Activity:
Please transcribe every record below exactly as it appears.

+++++

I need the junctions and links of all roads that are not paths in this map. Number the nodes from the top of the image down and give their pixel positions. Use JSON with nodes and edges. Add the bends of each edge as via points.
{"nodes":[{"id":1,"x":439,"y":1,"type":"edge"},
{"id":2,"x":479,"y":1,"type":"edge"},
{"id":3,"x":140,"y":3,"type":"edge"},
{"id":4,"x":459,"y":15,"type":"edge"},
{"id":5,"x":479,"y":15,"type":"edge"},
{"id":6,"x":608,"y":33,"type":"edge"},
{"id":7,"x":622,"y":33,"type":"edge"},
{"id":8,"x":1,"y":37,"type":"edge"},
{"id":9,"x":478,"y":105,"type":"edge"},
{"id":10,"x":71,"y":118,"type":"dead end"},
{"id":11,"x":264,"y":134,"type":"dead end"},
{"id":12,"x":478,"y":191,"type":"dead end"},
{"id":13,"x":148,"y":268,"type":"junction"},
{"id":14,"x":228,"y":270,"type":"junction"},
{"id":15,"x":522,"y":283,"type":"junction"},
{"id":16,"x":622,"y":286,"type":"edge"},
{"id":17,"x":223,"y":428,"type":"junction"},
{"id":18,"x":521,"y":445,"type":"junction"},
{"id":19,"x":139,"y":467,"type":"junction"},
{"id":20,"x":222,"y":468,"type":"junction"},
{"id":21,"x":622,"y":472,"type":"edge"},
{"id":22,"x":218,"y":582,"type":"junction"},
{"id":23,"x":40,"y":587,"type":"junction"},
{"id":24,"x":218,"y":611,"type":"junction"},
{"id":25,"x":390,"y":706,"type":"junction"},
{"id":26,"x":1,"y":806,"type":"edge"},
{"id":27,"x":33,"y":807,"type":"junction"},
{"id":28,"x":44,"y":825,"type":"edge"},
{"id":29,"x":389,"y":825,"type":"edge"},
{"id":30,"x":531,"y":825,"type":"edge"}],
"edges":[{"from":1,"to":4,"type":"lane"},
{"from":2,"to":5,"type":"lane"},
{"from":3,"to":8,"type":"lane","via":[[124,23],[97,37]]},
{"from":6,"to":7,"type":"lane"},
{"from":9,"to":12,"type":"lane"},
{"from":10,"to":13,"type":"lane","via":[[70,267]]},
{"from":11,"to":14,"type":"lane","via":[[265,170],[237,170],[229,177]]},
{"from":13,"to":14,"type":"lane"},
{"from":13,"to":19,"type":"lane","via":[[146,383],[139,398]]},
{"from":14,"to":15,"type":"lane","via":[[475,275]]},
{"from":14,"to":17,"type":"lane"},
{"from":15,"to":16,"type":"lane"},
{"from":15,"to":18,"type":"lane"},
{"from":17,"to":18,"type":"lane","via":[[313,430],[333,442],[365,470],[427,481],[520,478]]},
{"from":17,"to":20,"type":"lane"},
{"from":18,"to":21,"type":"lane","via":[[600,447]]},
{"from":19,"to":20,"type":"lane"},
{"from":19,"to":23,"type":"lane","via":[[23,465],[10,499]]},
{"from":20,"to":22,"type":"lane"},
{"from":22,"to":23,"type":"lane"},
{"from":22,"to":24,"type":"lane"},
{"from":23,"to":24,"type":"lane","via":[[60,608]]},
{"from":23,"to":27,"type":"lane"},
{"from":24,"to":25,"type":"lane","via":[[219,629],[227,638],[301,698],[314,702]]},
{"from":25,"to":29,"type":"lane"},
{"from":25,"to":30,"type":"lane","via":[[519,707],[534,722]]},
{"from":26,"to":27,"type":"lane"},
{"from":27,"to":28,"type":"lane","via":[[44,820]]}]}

+++++

Solution to this task:
I need the junctions and links of all roads that are not paths in this map. Number the nodes from the top of the image down and give their pixel positions. Use JSON with nodes and edges. Add the bends of each edge as via points.
{"nodes":[{"id":1,"x":439,"y":1,"type":"edge"},
{"id":2,"x":479,"y":1,"type":"edge"},
{"id":3,"x":140,"y":3,"type":"edge"},
{"id":4,"x":459,"y":15,"type":"edge"},
{"id":5,"x":479,"y":15,"type":"edge"},
{"id":6,"x":608,"y":33,"type":"edge"},
{"id":7,"x":622,"y":33,"type":"edge"},
{"id":8,"x":1,"y":37,"type":"edge"},
{"id":9,"x":478,"y":105,"type":"edge"},
{"id":10,"x":71,"y":118,"type":"dead end"},
{"id":11,"x":264,"y":134,"type":"dead end"},
{"id":12,"x":478,"y":191,"type":"dead end"},
{"id":13,"x":148,"y":268,"type":"junction"},
{"id":14,"x":228,"y":270,"type":"junction"},
{"id":15,"x":522,"y":283,"type":"junction"},
{"id":16,"x":622,"y":286,"type":"edge"},
{"id":17,"x":223,"y":428,"type":"junction"},
{"id":18,"x":521,"y":445,"type":"junction"},
{"id":19,"x":139,"y":467,"type":"junction"},
{"id":20,"x":222,"y":468,"type":"junction"},
{"id":21,"x":622,"y":472,"type":"edge"},
{"id":22,"x":218,"y":582,"type":"junction"},
{"id":23,"x":40,"y":587,"type":"junction"},
{"id":24,"x":218,"y":611,"type":"junction"},
{"id":25,"x":390,"y":706,"type":"junction"},
{"id":26,"x":1,"y":806,"type":"edge"},
{"id":27,"x":33,"y":807,"type":"junction"},
{"id":28,"x":44,"y":825,"type":"edge"},
{"id":29,"x":389,"y":825,"type":"edge"},
{"id":30,"x":531,"y":825,"type":"edge"}],
"edges":[{"from":1,"to":4,"type":"lane"},
{"from":2,"to":5,"type":"lane"},
{"from":3,"to":8,"type":"lane","via":[[124,23],[97,37]]},
{"from":6,"to":7,"type":"lane"},
{"from":9,"to":12,"type":"lane"},
{"from":10,"to":13,"type":"lane","via":[[70,267]]},
{"from":11,"to":14,"type":"lane","via":[[265,170],[237,170],[229,177]]},
{"from":13,"to":14,"type":"lane"},
{"from":13,"to":19,"type":"lane","via":[[146,383],[139,398]]},
{"from":14,"to":15,"type":"lane","via":[[475,275]]},
{"from":14,"to":17,"type":"lane"},
{"from":15,"to":16,"type":"lane"},
{"from":15,"to":18,"type":"lane"},
{"from":17,"to":18,"type":"lane","via":[[313,430],[333,442],[365,470],[427,481],[520,478]]},
{"from":17,"to":20,"type":"lane"},
{"from":18,"to":21,"type":"lane","via":[[600,447]]},
{"from":19,"to":20,"type":"lane"},
{"from":19,"to":23,"type":"lane","via":[[23,465],[10,499]]},
{"from":20,"to":22,"type":"lane"},
{"from":22,"to":23,"type":"lane"},
{"from":22,"to":24,"type":"lane"},
{"from":23,"to":24,"type":"lane","via":[[60,608]]},
{"from":23,"to":27,"type":"lane"},
{"from":24,"to":25,"type":"lane","via":[[219,629],[227,638],[301,698],[314,702]]},
{"from":25,"to":29,"type":"lane"},
{"from":25,"to":30,"type":"lane","via":[[519,707],[534,722]]},
{"from":26,"to":27,"type":"lane"},
{"from":27,"to":28,"type":"lane","via":[[44,820]]}]}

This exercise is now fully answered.